I’m not sure when it was unilaterally decided that sophistication of style was something to be ashamed of. Behold this wonderful video about language and particularly this line:
Words, it seems belong to other people, anyone who expresses themselves with originality, delight and verbal freshness is more likely to be mocked, distrusted or disliked than welcomed. The free and happy use of words appears to be considered elitist or pretentious. – Stephen Fry, in the essay Don’t Mind Your Language
Because I am a true believer in the delightful elasticity of language, of the tiny explosion that is a perfectly placed blasphemy, or the turn of an adjectival phrase. I love the impact a foul word can have, and the use of sub-clauses to fit in everything a sentence needs to say. I hate that advertising, as a whole, talks down to people (like the ad for the i8, which has some of the most dire and awful rhyming copy I have ever suffered in an ad) and that a book that relaxes in the splendour of language is deemed too literary, too highbrow. Perhaps, when people are compulsively shortening words and phrases so that they can fit in the inadequate frame of a tweet, anything that stretches one’s linguistic muscles is seen as cumbersome. Why use bae when you can use beloved? (Bae is a terrible bleat of a word.)

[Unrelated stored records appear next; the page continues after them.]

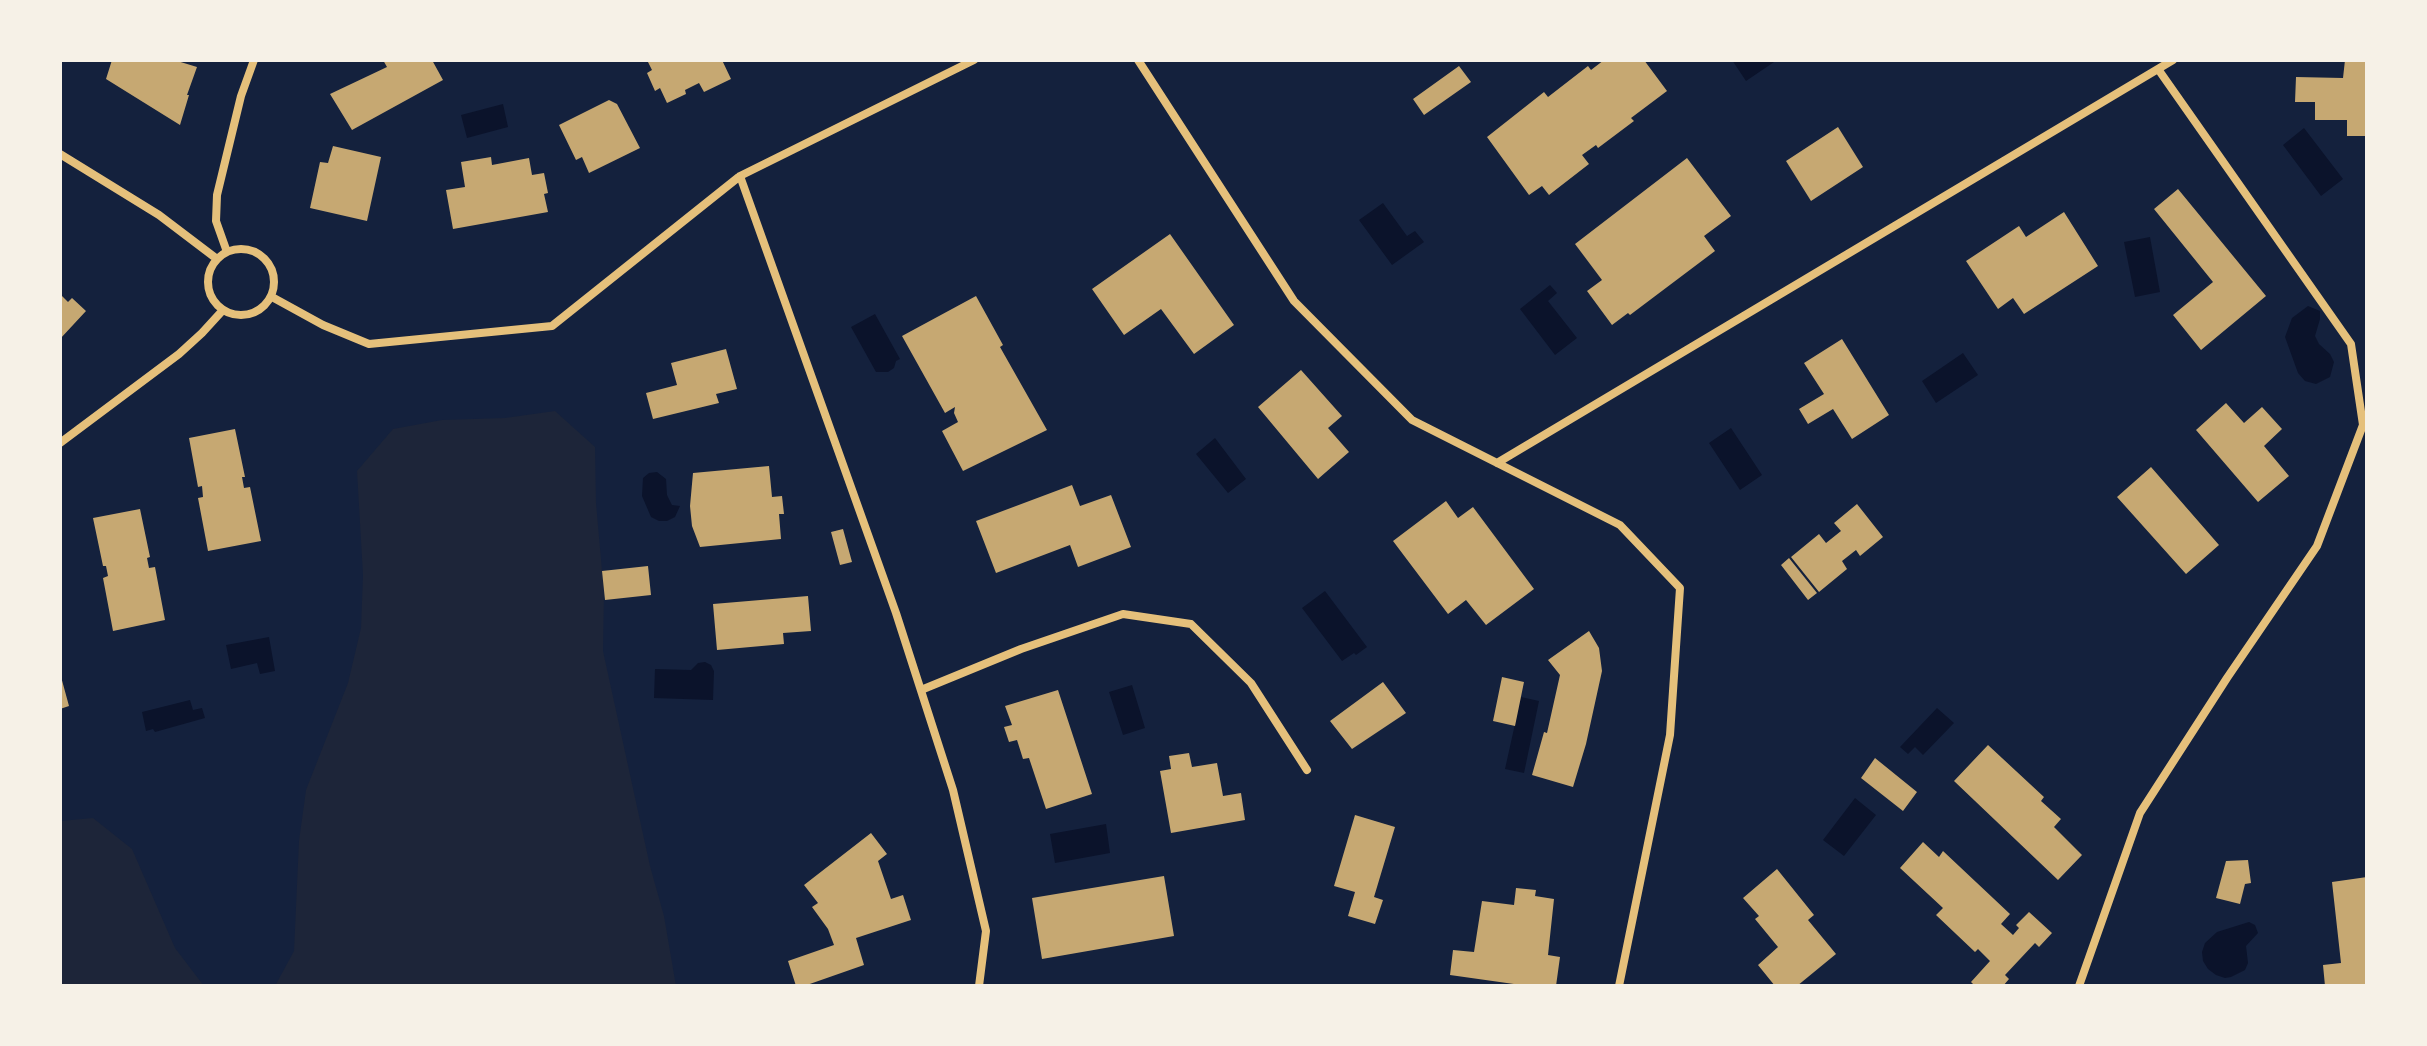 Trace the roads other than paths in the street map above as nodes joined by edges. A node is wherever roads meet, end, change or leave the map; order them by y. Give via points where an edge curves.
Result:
1 (254, 60) edge
2 (974, 60) edge
3 (1138, 60) edge
4 (2173, 60) edge
5 (2158, 69) junction
6 (60, 154) edge
7 (740, 176) junction
8 (227, 252) junction
9 (217, 259) junction
10 (272, 297) junction
11 (223, 310) junction
12 (60, 443) edge
13 (1497, 463) junction
14 (921, 690) junction
15 (1307, 770) dead end
16 (979, 986) edge
17 (1619, 986) edge
18 (2079, 986) edge

1 - 8 street via 217,195 216,221
2 - 7 street
3 - 13 street via 1294,301 1412,420
4 - 5 street
5 - 13 street
5 - 18 street via 2351,344 2363,425 2317,546 2140,813
6 - 9 street via 159,215
7 - 10 street via 552,326 369,344
7 - 14 street
8 - 9 street
8 - 10 street via 252,250 267,261 274,278
9 - 11 street via 208,283
10 - 11 street via 253,314
11 - 12 street via 179,354
13 - 17 street via 1620,525 1680,588 1670,735
14 - 15 street via 1123,614 1191,624 1251,683
14 - 16 street via 953,790 986,931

It is hard not to flinch at the sight of thoughtlessly mixed-up theirs and they’res, the careless scattering of apostrophes, but Stephen Fry is right that pedantry should not get in the way of enjoyment. Sometimes, I forget that.
But when I am accused of being too sophisticated in my writing, I feel I have to complain. There’s nothing wrong with using the perfect word, even if it isn’t common usage. Language is meant to elevate, and though it is often used as the tool of denigration, it still remains my most powerful form of self-expression. Because it is true that when I dance, I look like a manatee on amphetamines. When I run, I look like a knock-kneed penguin. I am, physically, a deeply unfortunate person. For all my training, I lack grace, but as I approach my thirties, I am finding that I care less about it than I used to. But in my writing, there is an agility I don’t enjoy anywhere else. Here I am capable, confident in this skill that I have been honing since I was eight years old. I may not dance, but oh my, I can write.

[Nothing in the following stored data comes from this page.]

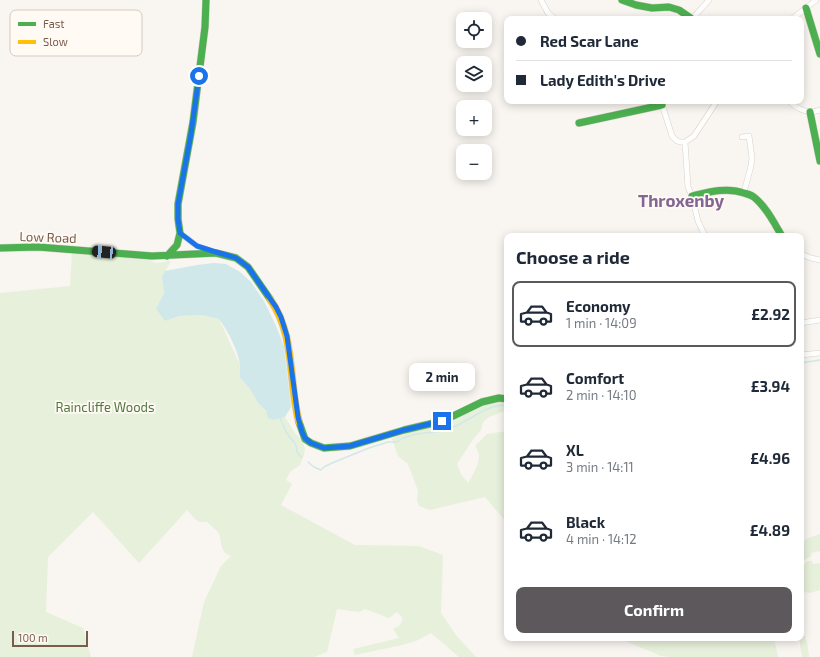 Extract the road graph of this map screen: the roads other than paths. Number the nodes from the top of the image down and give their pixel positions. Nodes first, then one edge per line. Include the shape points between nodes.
1 (206, 0) edge
2 (541, 0) edge
3 (622, 0) edge
4 (709, 0) edge
5 (816, 0) edge
6 (806, 8) junction
7 (552, 16) edge
8 (687, 16) edge
9 (695, 16) edge
10 (796, 16) edge
11 (820, 54) edge
12 (658, 104) edge
13 (662, 104) edge
14 (715, 104) edge
15 (792, 104) edge
16 (820, 110) edge
17 (810, 112) junction
18 (579, 124) dead end
19 (742, 137) dead end
20 (686, 142) junction
21 (820, 161) edge
22 (744, 192) junction
23 (692, 196) junction
24 (180, 233) junction
25 (704, 233) edge
26 (780, 233) edge
27 (0, 248) edge
28 (216, 252) junction
29 (804, 255) edge
30 (167, 256) junction
31 (820, 260) edge
32 (820, 320) edge
33 (804, 323) edge
34 (820, 353) edge
35 (804, 355) edge
36 (504, 398) edge

1 - 24 street via 193,122 178,204
2 - 7 street
3 - 8 street via 652,8 669,7
4 - 9 street
5 - 6 street
6 - 10 street
6 - 11 street
12 - 18 street
13 - 20 street via 672,136 677,141
14 - 20 street via 694,136
15 - 17 street via 798,109
16 - 17 street
17 - 21 street
19 - 22 street via 749,136 752,158
20 - 23 street via 688,187
22 - 23 street via 716,190
22 - 26 street via 757,199
23 - 25 street via 698,221
24 - 28 street via 197,246
24 - 30 street via 177,245
27 - 30 street, Low Road via 38,247
28 - 30 street, Low Road
28 - 36 street via 236,258 248,267 281,317 287,336 300,425 305,438 311,443 324,448 350,446 434,423 482,402
29 - 31 street
32 - 33 street
34 - 35 street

But when I am told to choke my language for fear of being inaccessible, then this lady doth fucking protest, and protest in adjectives, adverbs and nouns she shall. Besides, as we learned in The Laugh of the Medusa by Helene Cixous, (seriously, read the whole essay, it is spectacular):
I shall speak about women’s writing: about what it will do. Woman must write her self: must write about women and bring women to writing, from which they have been driven away as violently as from their bodies –for the same reasons, by the same law, with the same fatal goal. Woman must put herself into the text – as into the world and into history – by her own movement…And why don’t you write? Write! Writing is for you, you are for you; your body is yours, take it. I know why you haven’t written. (And why I didn’t write before the age of twenty-seven.) Because writing is at once too high, too great for you, it’s reserved for the great – that is, for “great men”; and it’s “silly.” Besides, you’ve written a little, but in secret. And it wasn’t good, because it was in secret, and because you punished yourself for writing, because you didn’t go all the way.”
And so I will keep writing in whatever voice it is I have – somewhat convoluted language peppered with colourful lashes of swearing and very strange metaphors. I know that it isn’t quite as polished as it could be, and maybe some day, whatever novel I produce will be of the quality I hope for, rather than being the self-indulgent pablum it actually is now. But write I shall, and we all must.